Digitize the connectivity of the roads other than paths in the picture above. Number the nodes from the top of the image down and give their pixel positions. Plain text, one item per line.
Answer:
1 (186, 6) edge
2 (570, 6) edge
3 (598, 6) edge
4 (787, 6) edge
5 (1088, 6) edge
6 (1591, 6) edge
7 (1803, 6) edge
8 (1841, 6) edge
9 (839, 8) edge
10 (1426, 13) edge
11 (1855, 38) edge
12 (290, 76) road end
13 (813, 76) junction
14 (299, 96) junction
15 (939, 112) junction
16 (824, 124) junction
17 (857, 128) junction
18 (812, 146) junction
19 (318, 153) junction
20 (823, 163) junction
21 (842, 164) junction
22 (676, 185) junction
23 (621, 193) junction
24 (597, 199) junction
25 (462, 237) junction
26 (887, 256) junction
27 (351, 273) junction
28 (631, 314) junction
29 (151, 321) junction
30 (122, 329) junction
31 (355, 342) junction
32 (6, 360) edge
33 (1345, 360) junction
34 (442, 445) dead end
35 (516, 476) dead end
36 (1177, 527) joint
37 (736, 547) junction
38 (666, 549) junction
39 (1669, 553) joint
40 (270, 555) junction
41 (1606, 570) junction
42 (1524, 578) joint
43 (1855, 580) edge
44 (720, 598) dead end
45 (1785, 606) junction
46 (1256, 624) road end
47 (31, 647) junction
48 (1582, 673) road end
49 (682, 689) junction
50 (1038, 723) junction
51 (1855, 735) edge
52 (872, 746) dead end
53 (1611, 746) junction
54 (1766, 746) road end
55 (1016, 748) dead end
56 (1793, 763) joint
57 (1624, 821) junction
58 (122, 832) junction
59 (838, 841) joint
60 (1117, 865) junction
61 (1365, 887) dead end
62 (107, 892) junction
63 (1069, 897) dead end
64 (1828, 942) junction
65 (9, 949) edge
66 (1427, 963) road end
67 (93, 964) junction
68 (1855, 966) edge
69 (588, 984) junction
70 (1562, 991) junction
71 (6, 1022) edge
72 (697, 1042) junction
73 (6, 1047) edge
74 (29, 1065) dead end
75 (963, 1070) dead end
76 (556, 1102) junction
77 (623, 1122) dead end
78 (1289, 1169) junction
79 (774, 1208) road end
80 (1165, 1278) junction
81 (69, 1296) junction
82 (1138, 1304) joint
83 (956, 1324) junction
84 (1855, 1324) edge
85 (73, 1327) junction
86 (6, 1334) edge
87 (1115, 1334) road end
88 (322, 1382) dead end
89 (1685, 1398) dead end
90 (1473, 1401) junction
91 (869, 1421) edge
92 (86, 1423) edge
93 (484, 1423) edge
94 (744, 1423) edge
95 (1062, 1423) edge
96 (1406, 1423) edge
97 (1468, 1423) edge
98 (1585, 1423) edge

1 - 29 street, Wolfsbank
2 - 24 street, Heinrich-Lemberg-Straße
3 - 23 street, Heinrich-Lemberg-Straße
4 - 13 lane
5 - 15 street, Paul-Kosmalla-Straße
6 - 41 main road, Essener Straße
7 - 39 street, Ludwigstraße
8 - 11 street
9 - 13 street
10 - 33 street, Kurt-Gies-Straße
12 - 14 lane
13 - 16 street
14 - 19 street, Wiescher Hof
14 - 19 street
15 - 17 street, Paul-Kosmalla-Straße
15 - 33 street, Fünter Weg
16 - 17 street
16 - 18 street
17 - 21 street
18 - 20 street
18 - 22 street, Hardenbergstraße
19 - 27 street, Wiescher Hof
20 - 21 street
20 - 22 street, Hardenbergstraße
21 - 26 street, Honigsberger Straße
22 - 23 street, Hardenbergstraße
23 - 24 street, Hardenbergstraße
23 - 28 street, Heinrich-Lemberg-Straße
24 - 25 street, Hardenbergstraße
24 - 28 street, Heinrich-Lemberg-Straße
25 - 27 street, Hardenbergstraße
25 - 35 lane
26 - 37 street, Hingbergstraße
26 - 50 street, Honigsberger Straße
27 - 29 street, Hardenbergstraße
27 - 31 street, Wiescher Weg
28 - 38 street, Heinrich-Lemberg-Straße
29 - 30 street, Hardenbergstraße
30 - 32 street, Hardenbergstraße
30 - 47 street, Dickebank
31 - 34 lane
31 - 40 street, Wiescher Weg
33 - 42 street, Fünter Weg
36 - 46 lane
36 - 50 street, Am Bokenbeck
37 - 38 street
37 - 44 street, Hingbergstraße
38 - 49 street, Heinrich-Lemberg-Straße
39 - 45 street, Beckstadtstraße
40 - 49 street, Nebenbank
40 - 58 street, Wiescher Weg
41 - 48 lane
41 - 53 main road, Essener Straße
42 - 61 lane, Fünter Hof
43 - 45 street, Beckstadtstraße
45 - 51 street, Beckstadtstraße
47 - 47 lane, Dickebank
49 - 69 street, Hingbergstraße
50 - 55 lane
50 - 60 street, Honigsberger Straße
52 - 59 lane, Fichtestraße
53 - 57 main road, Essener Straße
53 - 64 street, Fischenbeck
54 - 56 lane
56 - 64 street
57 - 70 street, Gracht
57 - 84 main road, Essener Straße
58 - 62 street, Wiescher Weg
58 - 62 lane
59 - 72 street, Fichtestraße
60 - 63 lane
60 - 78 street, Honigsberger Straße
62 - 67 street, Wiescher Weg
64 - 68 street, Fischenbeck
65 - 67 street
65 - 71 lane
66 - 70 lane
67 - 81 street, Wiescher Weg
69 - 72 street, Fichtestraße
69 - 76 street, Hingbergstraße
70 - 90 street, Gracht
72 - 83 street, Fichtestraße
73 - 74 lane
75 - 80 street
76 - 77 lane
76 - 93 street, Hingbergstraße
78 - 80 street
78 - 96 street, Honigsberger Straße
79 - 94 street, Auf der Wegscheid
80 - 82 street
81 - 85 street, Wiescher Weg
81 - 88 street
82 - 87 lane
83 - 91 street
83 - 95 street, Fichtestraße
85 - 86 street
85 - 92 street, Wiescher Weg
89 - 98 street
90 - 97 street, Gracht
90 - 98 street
────────
## Exercise details:
Transcribe the whole listing with every word preserved.

## Written response:
Digitize the connectivity of the roads other than paths in the picture above. Number the nodes from the top of the image down and give their pixel positions. Plain text, one item per line.
Answer:
1 (186, 6) edge
2 (570, 6) edge
3 (598, 6) edge
4 (787, 6) edge
5 (1088, 6) edge
6 (1591, 6) edge
7 (1803, 6) edge
8 (1841, 6) edge
9 (839, 8) edge
10 (1426, 13) edge
11 (1855, 38) edge
12 (290, 76) road end
13 (813, 76) junction
14 (299, 96) junction
15 (939, 112) junction
16 (824, 124) junction
17 (857, 128) junction
18 (812, 146) junction
19 (318, 153) junction
20 (823, 163) junction
21 (842, 164) junction
22 (676, 185) junction
23 (621, 193) junction
24 (597, 199) junction
25 (462, 237) junction
26 (887, 256) junction
27 (351, 273) junction
28 (631, 314) junction
29 (151, 321) junction
30 (122, 329) junction
31 (355, 342) junction
32 (6, 360) edge
33 (1345, 360) junction
34 (442, 445) dead end
35 (516, 476) dead end
36 (1177, 527) joint
37 (736, 547) junction
38 (666, 549) junction
39 (1669, 553) joint
40 (270, 555) junction
41 (1606, 570) junction
42 (1524, 578) joint
43 (1855, 580) edge
44 (720, 598) dead end
45 (1785, 606) junction
46 (1256, 624) road end
47 (31, 647) junction
48 (1582, 673) road end
49 (682, 689) junction
50 (1038, 723) junction
51 (1855, 735) edge
52 (872, 746) dead end
53 (1611, 746) junction
54 (1766, 746) road end
55 (1016, 748) dead end
56 (1793, 763) joint
57 (1624, 821) junction
58 (122, 832) junction
59 (838, 841) joint
60 (1117, 865) junction
61 (1365, 887) dead end
62 (107, 892) junction
63 (1069, 897) dead end
64 (1828, 942) junction
65 (9, 949) edge
66 (1427, 963) road end
67 (93, 964) junction
68 (1855, 966) edge
69 (588, 984) junction
70 (1562, 991) junction
71 (6, 1022) edge
72 (697, 1042) junction
73 (6, 1047) edge
74 (29, 1065) dead end
75 (963, 1070) dead end
76 (556, 1102) junction
77 (623, 1122) dead end
78 (1289, 1169) junction
79 (774, 1208) road end
80 (1165, 1278) junction
81 (69, 1296) junction
82 (1138, 1304) joint
83 (956, 1324) junction
84 (1855, 1324) edge
85 (73, 1327) junction
86 (6, 1334) edge
87 (1115, 1334) road end
88 (322, 1382) dead end
89 (1685, 1398) dead end
90 (1473, 1401) junction
91 (869, 1421) edge
92 (86, 1423) edge
93 (484, 1423) edge
94 (744, 1423) edge
95 (1062, 1423) edge
96 (1406, 1423) edge
97 (1468, 1423) edge
98 (1585, 1423) edge

1 - 29 street, Wolfsbank
2 - 24 street, Heinrich-Lemberg-Straße
3 - 23 street, Heinrich-Lemberg-Straße
4 - 13 lane
5 - 15 street, Paul-Kosmalla-Straße
6 - 41 main road, Essener Straße
7 - 39 street, Ludwigstraße
8 - 11 street
9 - 13 street
10 - 33 street, Kurt-Gies-Straße
12 - 14 lane
13 - 16 street
14 - 19 street, Wiescher Hof
14 - 19 street
15 - 17 street, Paul-Kosmalla-Straße
15 - 33 street, Fünter Weg
16 - 17 street
16 - 18 street
17 - 21 street
18 - 20 street
18 - 22 street, Hardenbergstraße
19 - 27 street, Wiescher Hof
20 - 21 street
20 - 22 street, Hardenbergstraße
21 - 26 street, Honigsberger Straße
22 - 23 street, Hardenbergstraße
23 - 24 street, Hardenbergstraße
23 - 28 street, Heinrich-Lemberg-Straße
24 - 25 street, Hardenbergstraße
24 - 28 street, Heinrich-Lemberg-Straße
25 - 27 street, Hardenbergstraße
25 - 35 lane
26 - 37 street, Hingbergstraße
26 - 50 street, Honigsberger Straße
27 - 29 street, Hardenbergstraße
27 - 31 street, Wiescher Weg
28 - 38 street, Heinrich-Lemberg-Straße
29 - 30 street, Hardenbergstraße
30 - 32 street, Hardenbergstraße
30 - 47 street, Dickebank
31 - 34 lane
31 - 40 street, Wiescher Weg
33 - 42 street, Fünter Weg
36 - 46 lane
36 - 50 street, Am Bokenbeck
37 - 38 street
37 - 44 street, Hingbergstraße
38 - 49 street, Heinrich-Lemberg-Straße
39 - 45 street, Beckstadtstraße
40 - 49 street, Nebenbank
40 - 58 street, Wiescher Weg
41 - 48 lane
41 - 53 main road, Essener Straße
42 - 61 lane, Fünter Hof
43 - 45 street, Beckstadtstraße
45 - 51 street, Beckstadtstraße
47 - 47 lane, Dickebank
49 - 69 street, Hingbergstraße
50 - 55 lane
50 - 60 street, Honigsberger Straße
52 - 59 lane, Fichtestraße
53 - 57 main road, Essener Straße
53 - 64 street, Fischenbeck
54 - 56 lane
56 - 64 street
57 - 70 street, Gracht
57 - 84 main road, Essener Straße
58 - 62 street, Wiescher Weg
58 - 62 lane
59 - 72 street, Fichtestraße
60 - 63 lane
60 - 78 street, Honigsberger Straße
62 - 67 street, Wiescher Weg
64 - 68 street, Fischenbeck
65 - 67 street
65 - 71 lane
66 - 70 lane
67 - 81 street, Wiescher Weg
69 - 72 street, Fichtestraße
69 - 76 street, Hingbergstraße
70 - 90 street, Gracht
72 - 83 street, Fichtestraße
73 - 74 lane
75 - 80 street
76 - 77 lane
76 - 93 street, Hingbergstraße
78 - 80 street
78 - 96 street, Honigsberger Straße
79 - 94 street, Auf der Wegscheid
80 - 82 street
81 - 85 street, Wiescher Weg
81 - 88 street
82 - 87 lane
83 - 91 street
83 - 95 street, Fichtestraße
85 - 86 street
85 - 92 street, Wiescher Weg
89 - 98 street
90 - 97 street, Gracht
90 - 98 street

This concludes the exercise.